Thymic involvement may occur in children, with thymic enlargement, calcifications and cystic spaces seen on CT. On FDG PET/CT care must be taken to report thymic involvement on account of mild physiological uptake in the thymus. Additionally, in treated cases, diffuse thymic FDG uptake may increase as a reactive phenomenon [15].

Salivary gland involvement in LCH is extremely rare, but has been described. Imaging features show bilateral homogeneous enlargement of the salivary gland without any areas of necrosis or calcification. Cervical lymphadenopathy may be associated with salivary gland involvement [16] (Fig. 11).

Conclusion

LCH can present with a wide spectrum of involvement and prognosis. FDG PET/CT as an imaging tool has great utility in LCH. It allows for global assessment of the disease extent with high sensitivity for lesion detection. Additionally, it allows higher diagnostic confidence with regard to lesions and also assesses disease activity. This also helps in making management decisions in this group of patients.

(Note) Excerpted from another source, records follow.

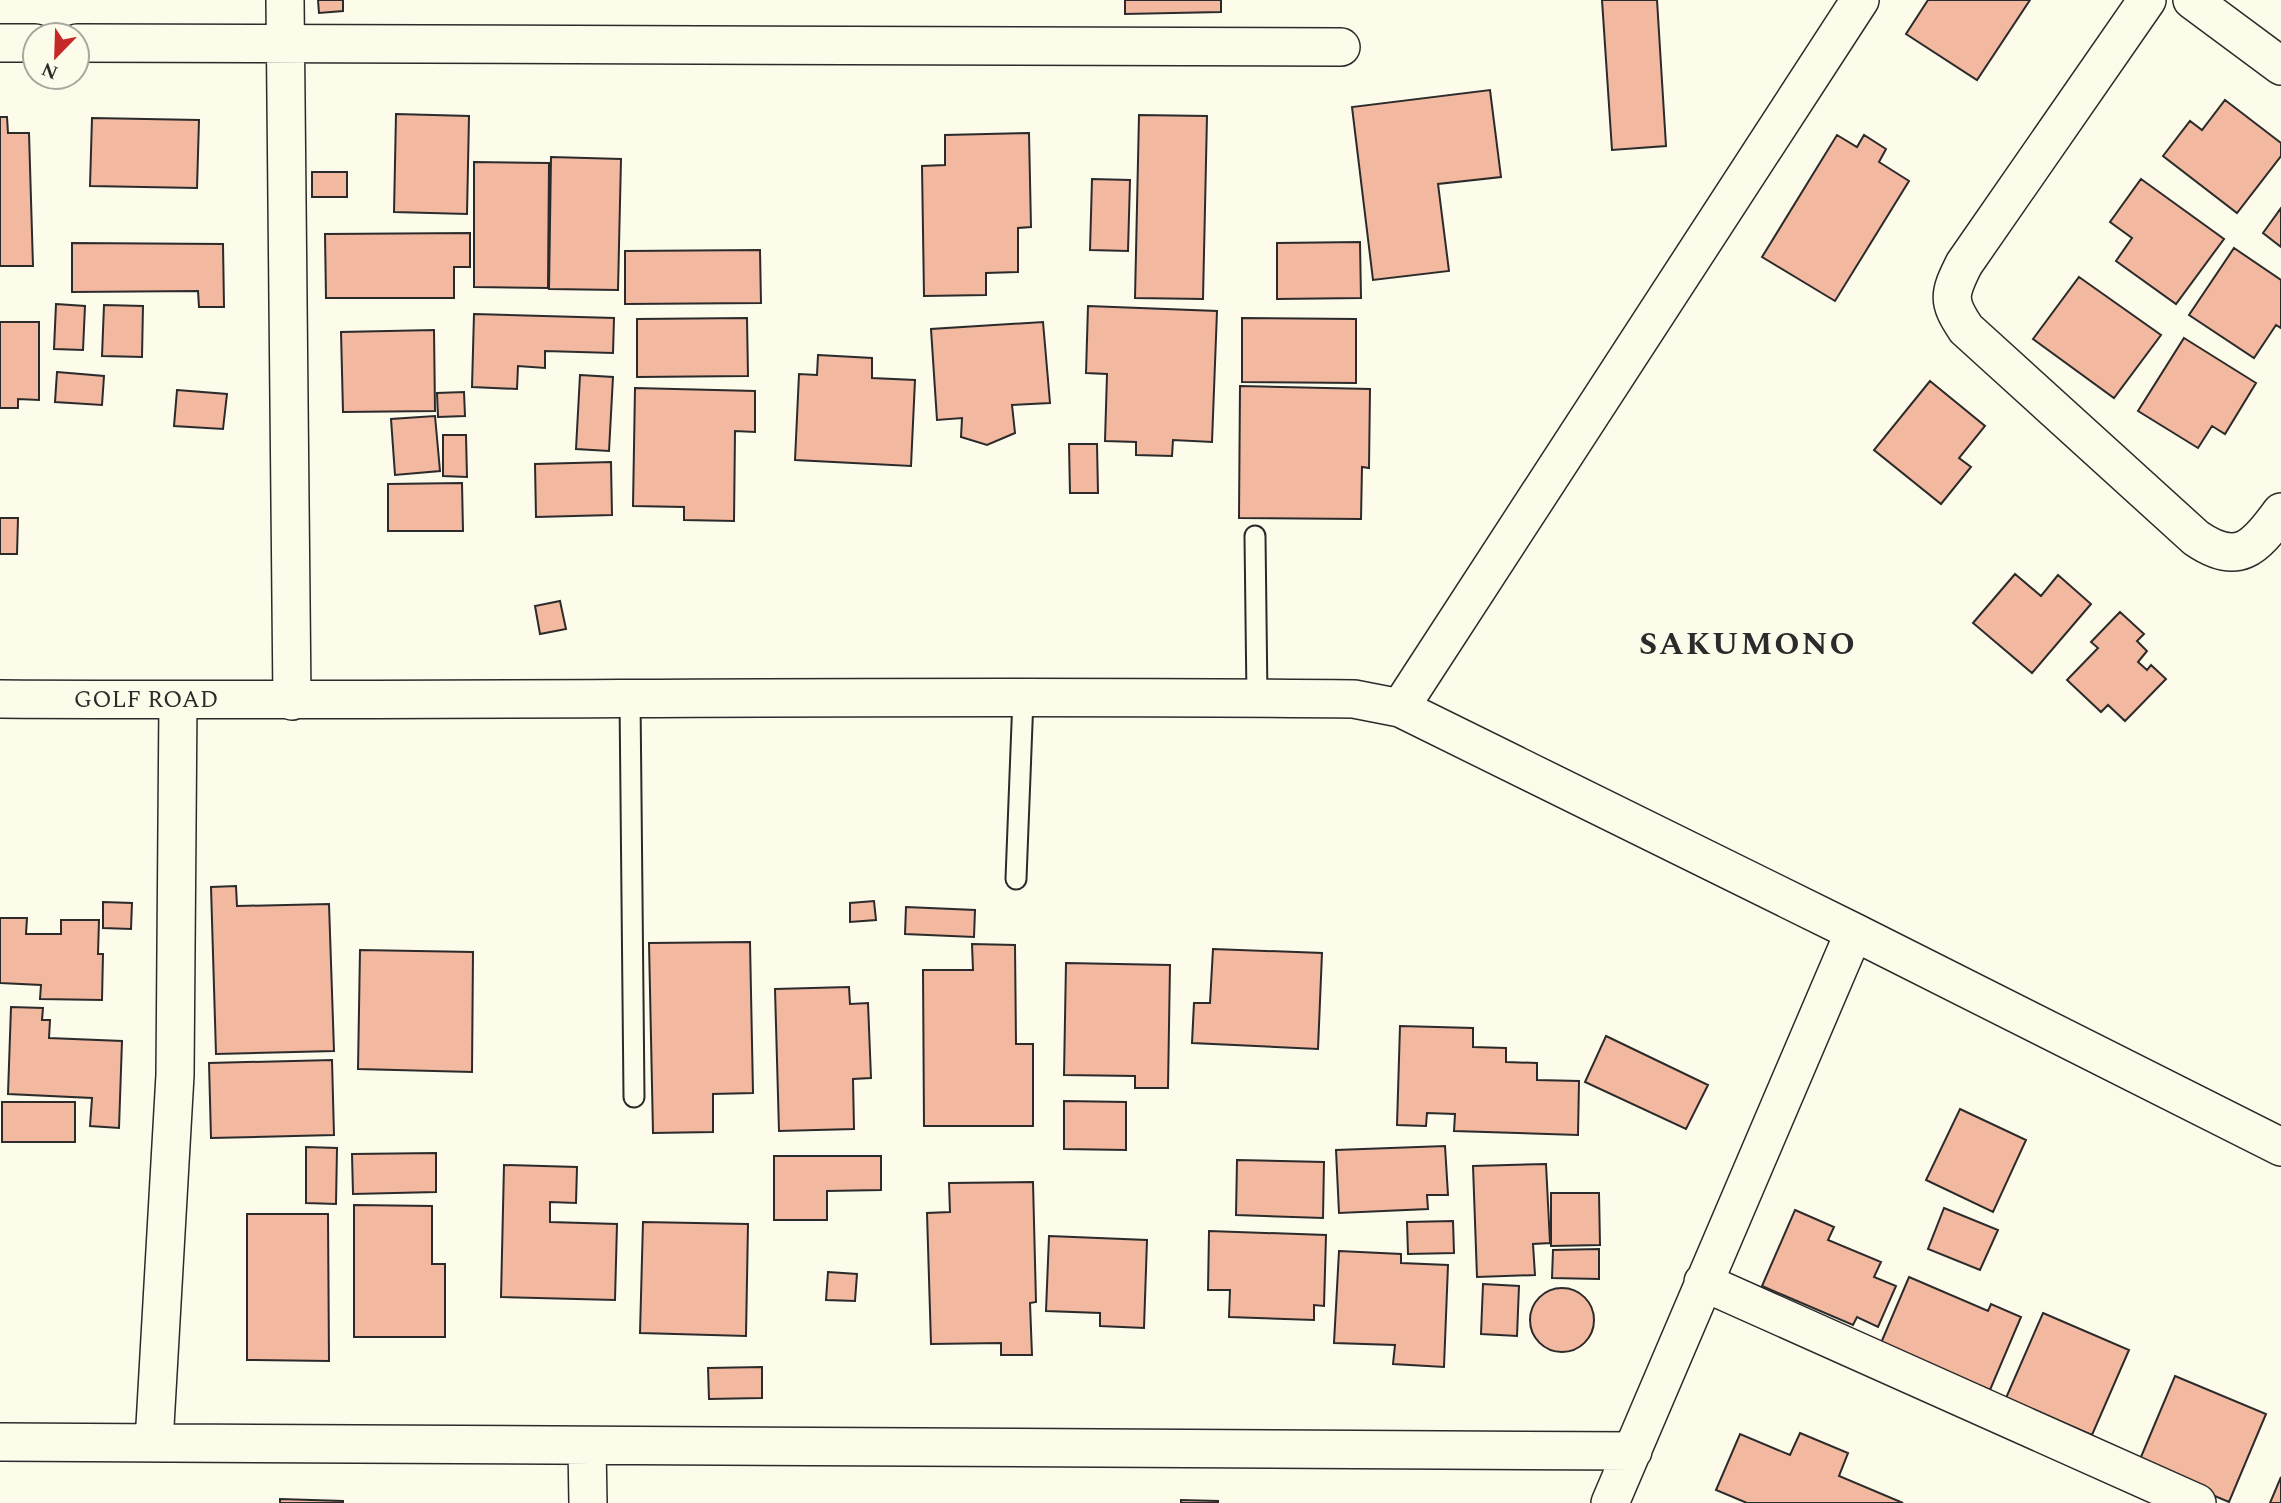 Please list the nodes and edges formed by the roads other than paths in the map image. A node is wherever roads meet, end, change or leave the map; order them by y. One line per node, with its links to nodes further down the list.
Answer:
1 (285, 0): 5 (street)
2 (1860, 0): 19 (street)
3 (2147, 0): 11 (street)
4 (2192, 0): 10 (street)
5 (285, 42): 8 (street); 9 (street); 18 (street)
6 (0, 43): 7 (street)
7 (21, 43)
8 (91, 43)
9 (1341, 47)
10 (2281, 66)
11 (2281, 512)
12 (1255, 536): 15 (lane)
13 (630, 698): 14 (street, GOLF ROAD); 18 (street, GOLF ROAD); 22 (lane)
14 (1023, 698): 15 (street, GOLF ROAD); 20 (lane)
15 (1256, 698): 19 (street, GOLF ROAD)
16 (0, 699): 17 (street, GOLF ROAD)
17 (178, 700): 18 (street, GOLF ROAD); 26 (street)
18 (292, 701)
19 (1400, 708): 21 (street, GOLF ROAD)
20 (1016, 879)
21 (1854, 932): 23 (street, GOLF ROAD); 24 (street)
22 (634, 1097)
23 (2281, 1147)
24 (1703, 1282): 28 (street); 31 (street)
25 (0, 1443): 26 (street)
26 (153, 1443): 27 (street)
27 (587, 1446): 28 (street); 29 (street)
28 (1633, 1451): 30 (street)
29 (588, 1503)
30 (1610, 1503)
31 (2197, 1503)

FDG uptake is associated with the activity of the disease process. Most imaging findings shown as LCH are generally not specific (not pathognomonic), and the differential diagnosis should be considered in the interpretation of images. In the adult population the most common differential diagnosis of a lytic lesion with a soft tissue component is metastatic disease from thyroid, renal, lung and multiple myeloma malignancies. However, in the pediatric population occasionally lymphoma, primary bone tumors and tuberculosis are more common differential diagnoses.